**WHAT IS EXPECTED:** Identify and pull out each line of the entries in which "image" occurs.

*** Opening of DATA ***

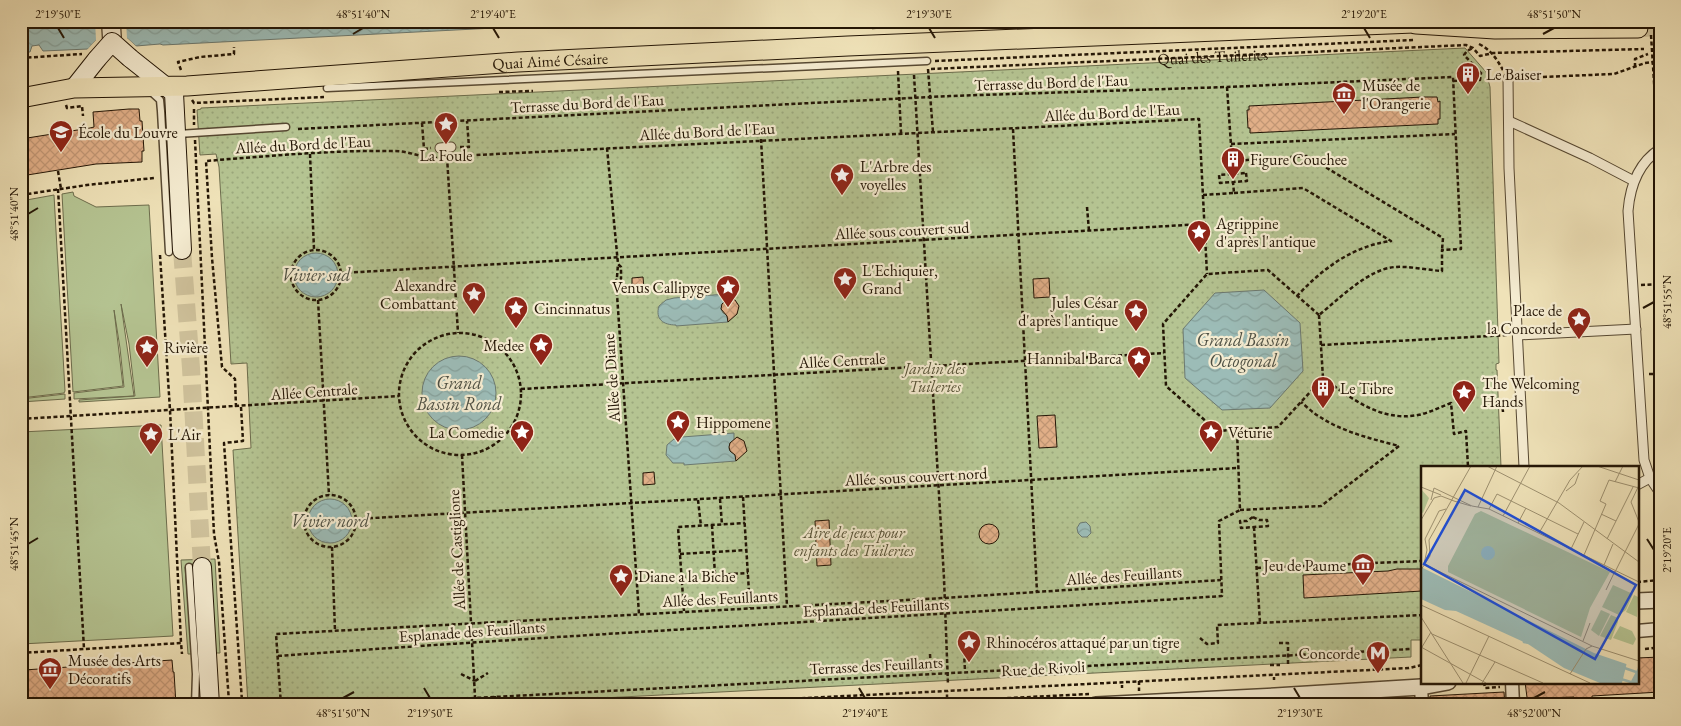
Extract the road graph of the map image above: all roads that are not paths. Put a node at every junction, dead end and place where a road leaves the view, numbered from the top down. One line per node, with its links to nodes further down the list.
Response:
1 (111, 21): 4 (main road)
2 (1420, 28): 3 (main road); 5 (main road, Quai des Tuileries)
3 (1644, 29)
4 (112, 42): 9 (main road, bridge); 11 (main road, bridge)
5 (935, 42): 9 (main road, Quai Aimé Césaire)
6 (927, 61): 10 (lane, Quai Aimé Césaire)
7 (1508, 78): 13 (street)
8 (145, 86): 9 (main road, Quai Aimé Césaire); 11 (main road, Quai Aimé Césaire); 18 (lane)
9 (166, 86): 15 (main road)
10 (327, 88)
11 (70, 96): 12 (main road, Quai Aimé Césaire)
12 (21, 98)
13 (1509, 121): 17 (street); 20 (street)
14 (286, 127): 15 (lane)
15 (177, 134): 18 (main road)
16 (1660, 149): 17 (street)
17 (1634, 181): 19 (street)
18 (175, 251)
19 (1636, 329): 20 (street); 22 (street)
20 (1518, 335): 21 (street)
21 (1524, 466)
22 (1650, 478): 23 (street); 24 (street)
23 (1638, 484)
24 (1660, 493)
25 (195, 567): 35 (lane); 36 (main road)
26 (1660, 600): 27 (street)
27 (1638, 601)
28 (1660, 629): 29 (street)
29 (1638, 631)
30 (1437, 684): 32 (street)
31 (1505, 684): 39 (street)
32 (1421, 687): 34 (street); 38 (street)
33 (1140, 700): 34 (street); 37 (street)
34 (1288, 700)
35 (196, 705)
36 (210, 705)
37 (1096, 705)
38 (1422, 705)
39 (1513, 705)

*** Close of DATA ***
*** Opening of DATA ***

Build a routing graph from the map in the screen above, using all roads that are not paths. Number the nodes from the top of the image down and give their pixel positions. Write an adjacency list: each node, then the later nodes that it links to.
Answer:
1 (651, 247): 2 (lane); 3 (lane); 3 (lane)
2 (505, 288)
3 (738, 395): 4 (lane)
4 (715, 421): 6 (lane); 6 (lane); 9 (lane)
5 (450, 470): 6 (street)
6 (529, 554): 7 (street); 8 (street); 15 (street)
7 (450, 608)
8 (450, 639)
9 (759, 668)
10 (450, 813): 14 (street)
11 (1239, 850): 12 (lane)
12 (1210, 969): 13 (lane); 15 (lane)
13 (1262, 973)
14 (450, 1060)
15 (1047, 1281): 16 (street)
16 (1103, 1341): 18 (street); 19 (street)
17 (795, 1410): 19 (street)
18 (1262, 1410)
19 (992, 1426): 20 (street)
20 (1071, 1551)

*** Close of DATA ***

**TASK RESULT:**
Extract the road graph of the map image above: all roads that are not paths. Put a node at every junction, dead end and place where a road leaves the view, numbered from the top down. One line per node, with its links to nodes further down the list.
Build a routing graph from the map in the screen above, using all roads that are not paths. Number the nodes from the top of the image down and give their pixel positions. Write an adjacency list: each node, then the later nodes that it links to.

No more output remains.